Mahabalipuram dates back to two thousand years, it contains nearly forty monuments of different types including an “open air bas relief” which is the largest in the world, for centuries it has been a centre of pilgrimage, it figures in the early annals of the British search for the picturesque in India in the 18th century, today it attracts shoals of foreigners in search of relaxation and sea bathing, and most strange of all, it has an atomic power plant for neighbour. A small library has been written on it. Over its history and that of its monuments a number of scholarly controversies rage.
Mahabalipuram was already a centre of pilgrimage when, in the 7th century Mamalla made it a seaport and began to make temples fashioned of rock. It was through Mahabalipuram that many Indian colonists, who included sages and artists, migrated to Southeast Asia. Sri Lanka’s national chronicle, the “Mahavamsa” testifies to this fact.
However, there are many other temples and statuettes which are magnificent in their carvings, one of which is Thirukadalmallai, the temple devoted to Lord Vishnu which was constructed by the King of Pallava dynasty to protect the sculptures from the waves coming from the sea. It is said that after the construction of this temple, the sculptures were able to withstand the turbulent waves of the sea and have been preserved since then. But the place is most renowned for Arjuna's Penance, which is a relief statue on a huge scale representing an episode from the Hindu epic, the Mahabharata; and the Varaha Cave, which is a small rock-cut temple built during the 7th century. Plus, there are Pancha Rathas (Five Chariots) which comprise of five colossal pyramidal constructions named after the Pandavas: Yudhistra, Bhima, Arjun, Nakul and Sahdeva together with their wife Draupadi. All the five chariots are built from granite carved in a unique style. These monuments and sculptures are delicate examples of the architectural pattern of the Pallava dynasty.

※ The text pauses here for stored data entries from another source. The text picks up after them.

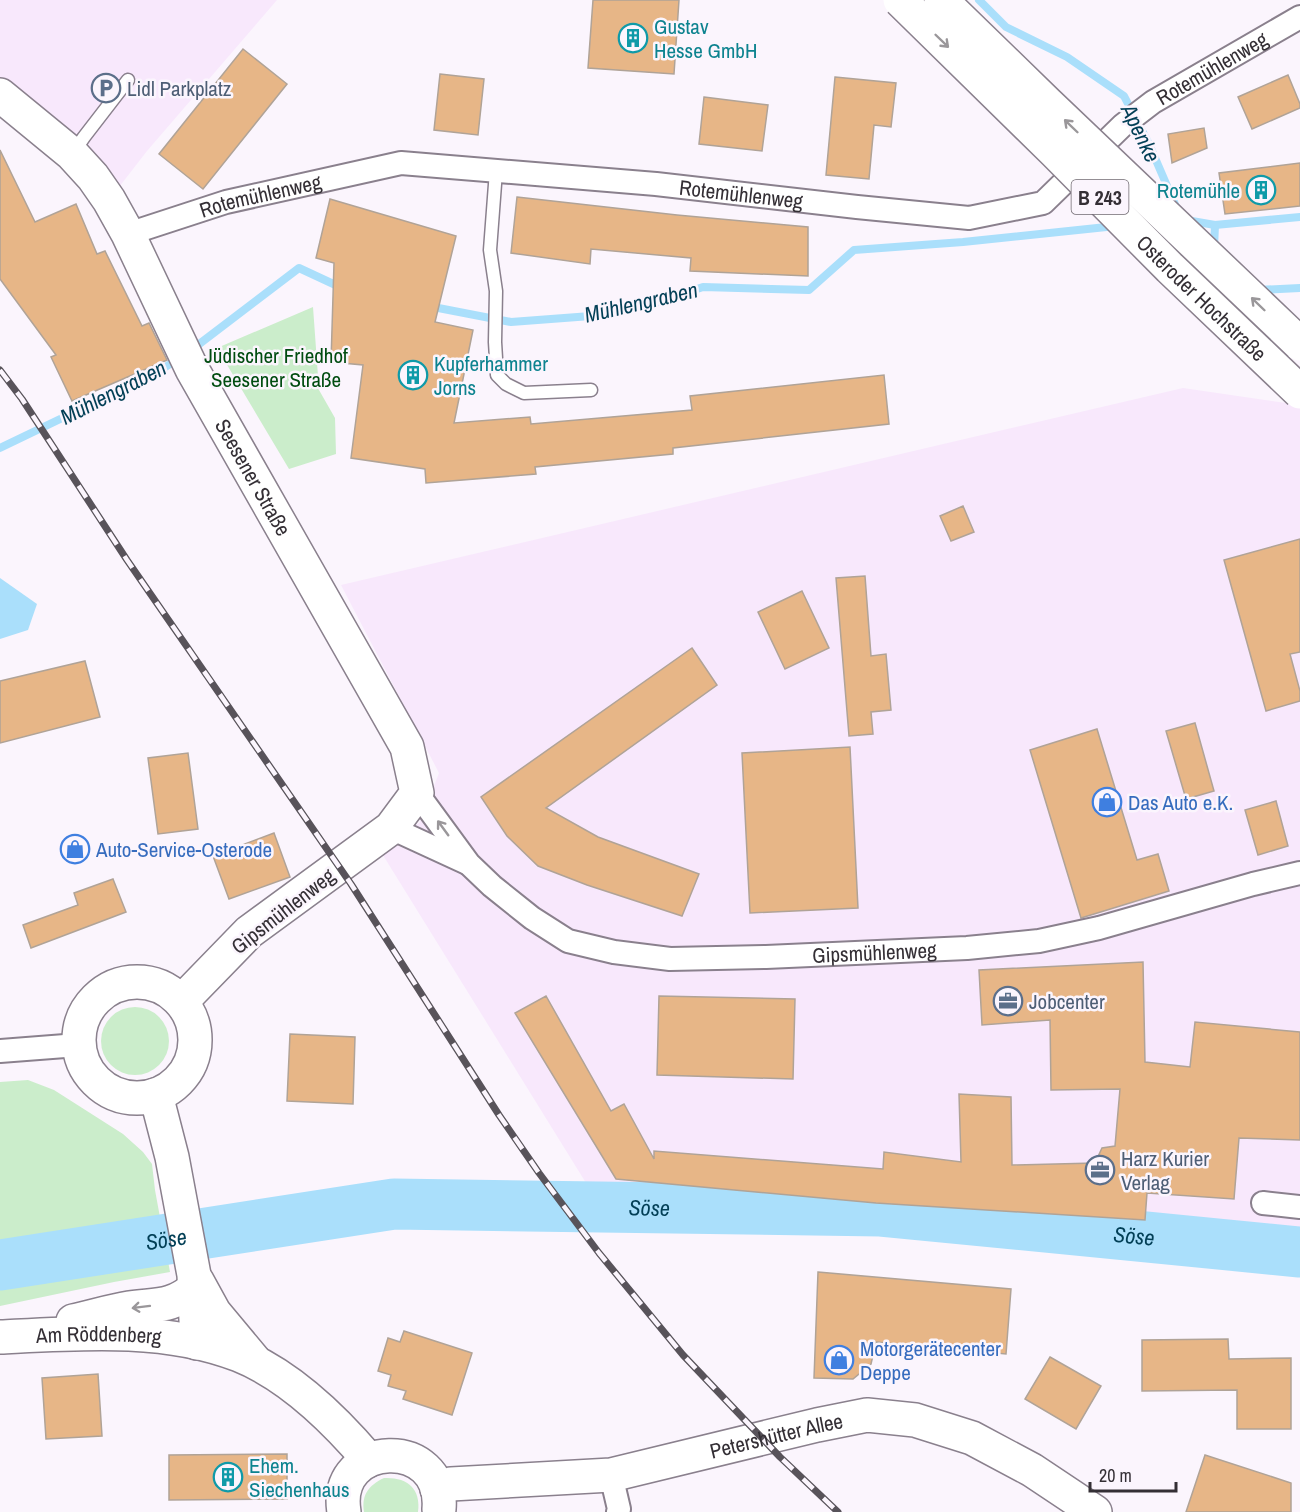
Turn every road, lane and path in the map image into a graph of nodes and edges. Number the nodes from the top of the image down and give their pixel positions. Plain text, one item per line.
1 (900, 0) edge
2 (941, 0) edge
3 (1300, 18) edge
4 (128, 80) dead end
5 (0, 95) edge
6 (72, 154) junction
7 (496, 171) junction
8 (128, 234) junction
9 (1300, 344) edge
10 (591, 390) dead end
11 (1300, 392) edge
12 (417, 793) junction
13 (391, 828) junction
14 (469, 864) junction
15 (1300, 873) edge
16 (182, 1002) junction
17 (78, 1045) junction
18 (0, 1051) edge
19 (156, 1095) junction
20 (1263, 1203) dead end
21 (1300, 1207) edge
22 (194, 1281) junction
23 (11, 1337) edge
24 (196, 1343) junction
25 (257, 1364) junction
26 (369, 1460) junction
27 (610, 1475) junction
28 (438, 1501) edge
29 (344, 1512) edge
30 (618, 1512) edge
31 (1095, 1512) edge

1 -> 11 main road, Osteroder Hochstraße / B 243, bridge
9 -> 2 main road, Osteroder Hochstraße / B 243, bridge
3 - 7 street, Rotemühlenweg
4 - 6 lane
5 - 6 main road, Seesener Straße
6 - 8 main road, Seesener Straße
7 - 8 street, Rotemühlenweg
7 - 10 lane
8 - 12 main road, Seesener Straße
12 - 13 main road, Gipsmühlenweg
14 -> 12 street, Gipsmühlenweg
13 - 14 street, Gipsmühlenweg
13 - 16 main road, Gipsmühlenweg
14 - 15 street, Gipsmühlenweg
16 - 17 main road
16 - 19 main road
17 - 18 street
17 - 19 main road
19 - 22 main road
20 - 21 street
22 -> 23 main road
22 - 24 main road
22 - 25 main road
23 - 24 main road, Am Röddenberg
24 - 25 main road, Am Röddenberg
25 - 26 main road
26 - 28 main road
26 - 29 main road
27 - 28 main road, Petershütter Allee
27 - 30 street
27 - 31 main road, Petershütter Allee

Apart from the monuments and temples, there are Mandapas which were built during the Pallava dynasty. These Mandapas are very beautifully carved and are adorned with spell-bounding motifs. The biggest Mandapam is dedicated to Lord Krishna and the sculptures inside it marvellously portray the brave legends of Lord Krishna. Besides this, there is Mahishasuramardini Mandapam, which is a rock cut temple depicting the war between the Goddess Durga and the demon Mahishasura, who changed himself into a buffalo. This Mandapa is the finest example of the architectural designs of the Pallava dynasty; the carvings and the designs are simply splendid and breathtaking. The Ganesh Mandapam is another shrine which is visited everyday by the people.